=== SUPPLIED INFORMATION ===
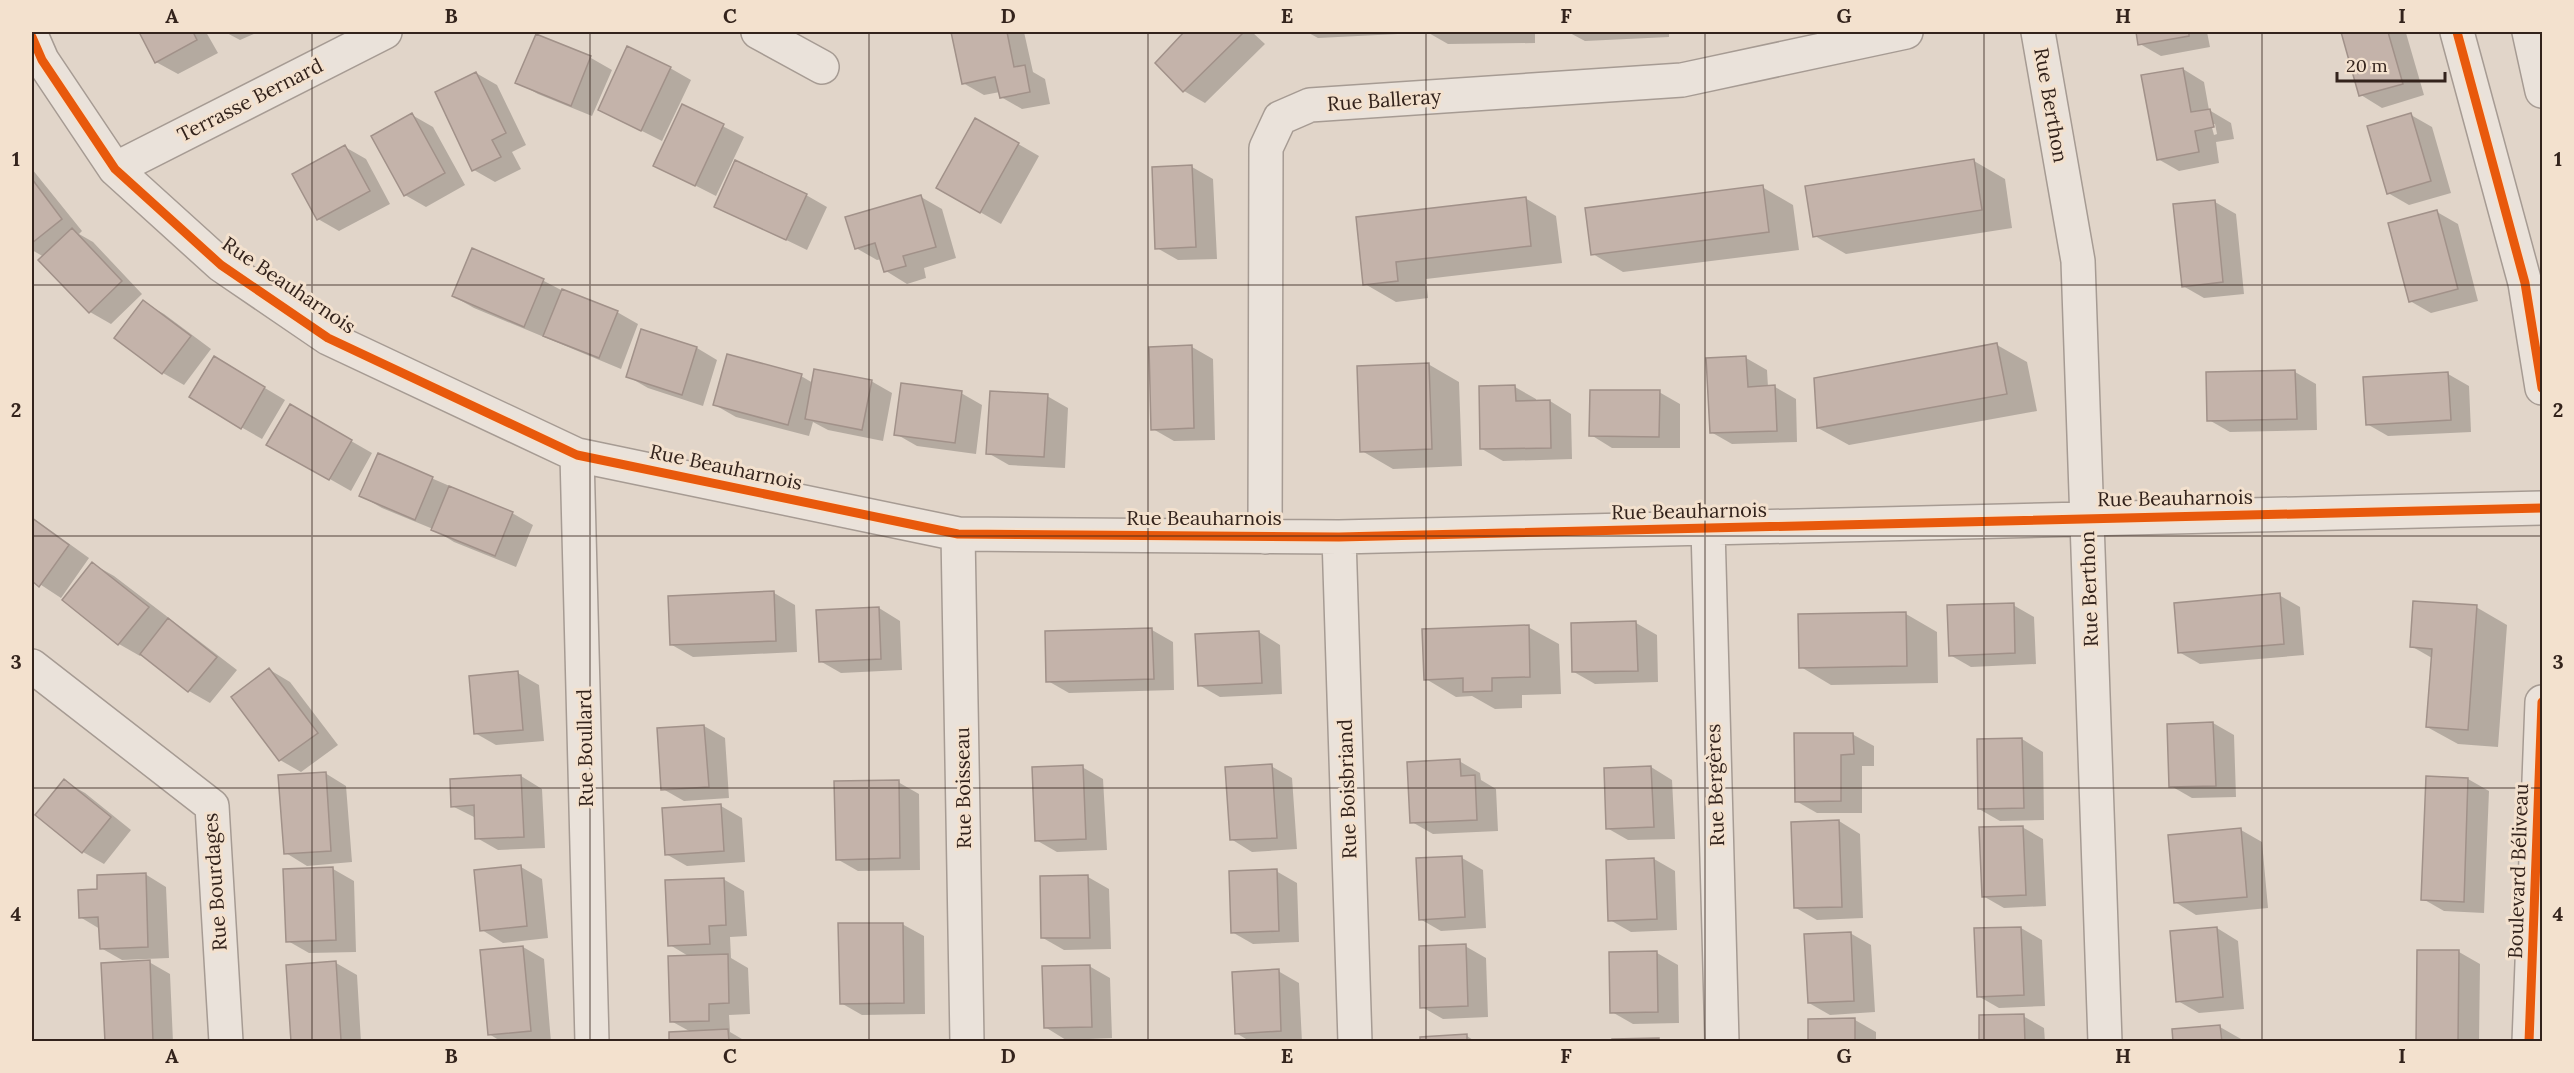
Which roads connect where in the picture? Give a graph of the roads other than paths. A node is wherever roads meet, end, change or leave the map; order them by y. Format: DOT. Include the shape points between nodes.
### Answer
graph roads {
  1 [pos="385,32"];
  2 [pos="758,32"];
  3 [pos="1906,32"];
  4 [pos="2038,32"];
  5 [pos="2457,32"];
  6 [pos="2529,32"];
  7 [pos="32,36"];
  8 [pos="822,67"];
  9 [pos="2541,79"];
  10 [pos="115,169"];
  11 [pos="2542,388"];
  12 [pos="577,455"];
  13 [pos="2542,508"];
  14 [pos="2086,518"];
  15 [pos="1708,528"];
  16 [pos="958,534"];
  17 [pos="1265,537"];
  18 [pos="1339,537"];
  19 [pos="35,675"];
  20 [pos="2542,702"];
  21 [pos="2538,945"];
  22 [pos="226,1041"];
  23 [pos="592,1041"];
  24 [pos="967,1041"];
  25 [pos="1355,1041"];
  26 [pos="1722,1041"];
  27 [pos="2105,1041"];
  28 [pos="2529,1041"];
  1 -- 10 [label="street, Terrasse Bernard"];
  2 -- 8 [label="street"];
  3 -- 17 [label="street, Rue Balleray" via="1682,80 1310,105 1280,118 1266,148"];
  4 -- 14 [label="street, Rue Berthon" via="2078,261"];
  5 -- 11 [label="street" via="2525,283"];
  6 -- 9 [label="street"];
  7 -- 10 [label="street, Rue Beauharnois" via="42,60"];
  10 -- 12 [label="street, Rue Beauharnois" via="221,265 328,338"];
  12 -- 16 [label="street, Rue Beauharnois"];
  12 -- 23 [label="street, Rue Boullard"];
  13 -- 14 [label="street, Rue Beauharnois"];
  14 -- 15 [label="street, Rue Beauharnois"];
  14 -- 27 [label="street, Rue Berthon"];
  15 -- 18 [label="street, Rue Beauharnois"];
  15 -- 26 [label="street, Rue Bergères"];
  16 -- 17 [label="street, Rue Beauharnois"];
  16 -- 24 [label="street, Rue Boisseau"];
  17 -- 18 [label="street, Rue Beauharnois"];
  18 -- 25 [label="street, Rue Boisbriand"];
  19 -- 22 [label="street, Rue Bourdages" via="212,806"];
  20 -- 21 [label="street, Boulevard Béliveau"];
  21 -- 28 [label="street, Boulevard Béliveau"];
}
===
THE TASK:
An exact repetition of all the records above is required, excluding the pictures.

COMPLETED EXERCISE:
Which roads connect where in the picture? Give a graph of the roads other than paths. A node is wherever roads meet, end, change or leave the map; order them by y. Format: DOT. Include the shape points between nodes.
### Answer
graph roads {
  1 [pos="385,32"];
  2 [pos="758,32"];
  3 [pos="1906,32"];
  4 [pos="2038,32"];
  5 [pos="2457,32"];
  6 [pos="2529,32"];
  7 [pos="32,36"];
  8 [pos="822,67"];
  9 [pos="2541,79"];
  10 [pos="115,169"];
  11 [pos="2542,388"];
  12 [pos="577,455"];
  13 [pos="2542,508"];
  14 [pos="2086,518"];
  15 [pos="1708,528"];
  16 [pos="958,534"];
  17 [pos="1265,537"];
  18 [pos="1339,537"];
  19 [pos="35,675"];
  20 [pos="2542,702"];
  21 [pos="2538,945"];
  22 [pos="226,1041"];
  23 [pos="592,1041"];
  24 [pos="967,1041"];
  25 [pos="1355,1041"];
  26 [pos="1722,1041"];
  27 [pos="2105,1041"];
  28 [pos="2529,1041"];
  1 -- 10 [label="street, Terrasse Bernard"];
  2 -- 8 [label="street"];
  3 -- 17 [label="street, Rue Balleray" via="1682,80 1310,105 1280,118 1266,148"];
  4 -- 14 [label="street, Rue Berthon" via="2078,261"];
  5 -- 11 [label="street" via="2525,283"];
  6 -- 9 [label="street"];
  7 -- 10 [label="street, Rue Beauharnois" via="42,60"];
  10 -- 12 [label="street, Rue Beauharnois" via="221,265 328,338"];
  12 -- 16 [label="street, Rue Beauharnois"];
  12 -- 23 [label="street, Rue Boullard"];
  13 -- 14 [label="street, Rue Beauharnois"];
  14 -- 15 [label="street, Rue Beauharnois"];
  14 -- 27 [label="street, Rue Berthon"];
  15 -- 18 [label="street, Rue Beauharnois"];
  15 -- 26 [label="street, Rue Bergères"];
  16 -- 17 [label="street, Rue Beauharnois"];
  16 -- 24 [label="street, Rue Boisseau"];
  17 -- 18 [label="street, Rue Beauharnois"];
  18 -- 25 [label="street, Rue Boisbriand"];
  19 -- 22 [label="street, Rue Bourdages" via="212,806"];
  20 -- 21 [label="street, Boulevard Béliveau"];
  21 -- 28 [label="street, Boulevard Béliveau"];
}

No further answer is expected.